WHAT THE EXERCISE ASKS: From the entries that follow, copy each line in which "nodes" appears.

═════ RECORD SET

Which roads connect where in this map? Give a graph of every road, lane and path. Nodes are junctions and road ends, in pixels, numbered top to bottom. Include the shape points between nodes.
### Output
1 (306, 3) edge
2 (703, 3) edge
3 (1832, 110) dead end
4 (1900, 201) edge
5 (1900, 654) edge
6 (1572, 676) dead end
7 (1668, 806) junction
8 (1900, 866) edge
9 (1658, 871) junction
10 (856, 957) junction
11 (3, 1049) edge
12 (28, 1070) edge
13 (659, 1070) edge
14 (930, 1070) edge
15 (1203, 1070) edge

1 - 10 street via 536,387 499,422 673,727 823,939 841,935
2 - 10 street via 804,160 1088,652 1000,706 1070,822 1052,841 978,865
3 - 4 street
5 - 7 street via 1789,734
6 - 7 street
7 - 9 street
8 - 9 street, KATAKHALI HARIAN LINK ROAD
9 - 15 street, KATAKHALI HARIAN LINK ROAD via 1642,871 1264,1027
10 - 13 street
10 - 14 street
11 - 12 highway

══════════
═════ RECORD SET

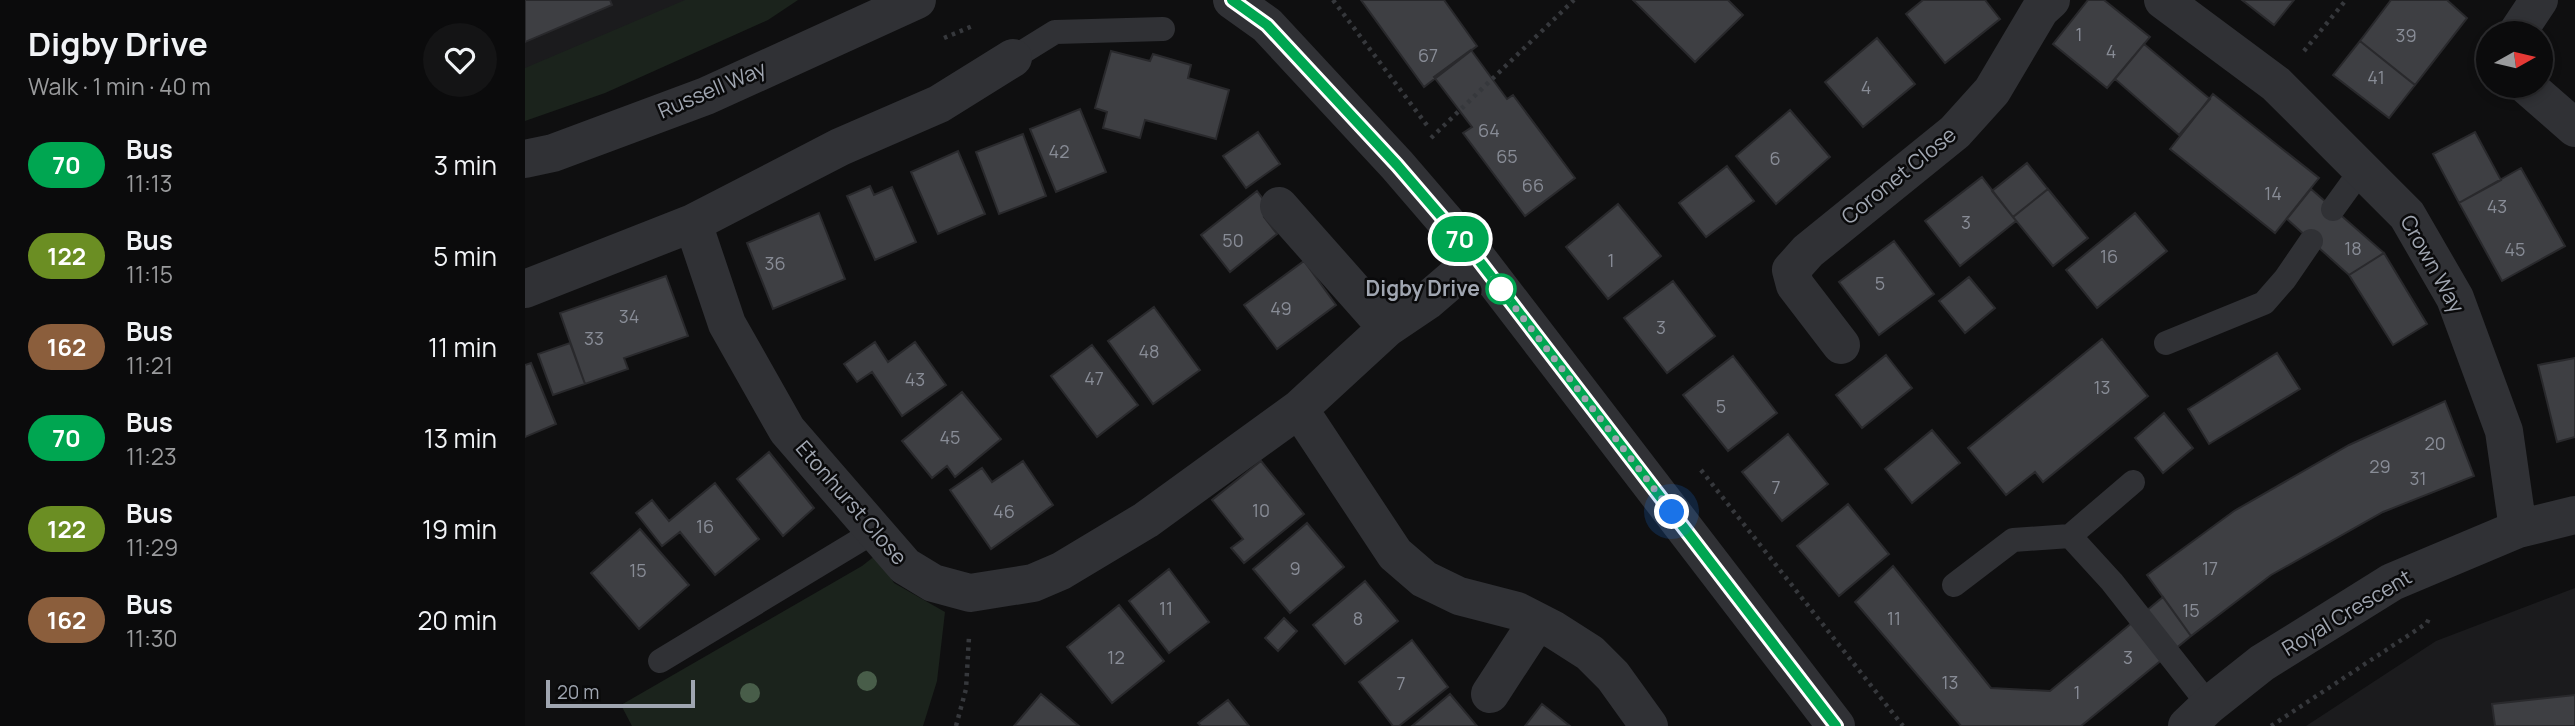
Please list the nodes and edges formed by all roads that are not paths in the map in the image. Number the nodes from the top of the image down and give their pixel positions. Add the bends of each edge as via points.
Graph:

══════════

WRITTEN SOLUTION:
Which roads connect where in this map? Give a graph of every road, lane and path. Nodes are junctions and road ends, in pixels, numbered top to bottom. Include the shape points between nodes.
Please list the nodes and edges formed by all roads that are not paths in the map in the image. Number the nodes from the top of the image down and give their pixel positions. Add the bends of each edge as via points.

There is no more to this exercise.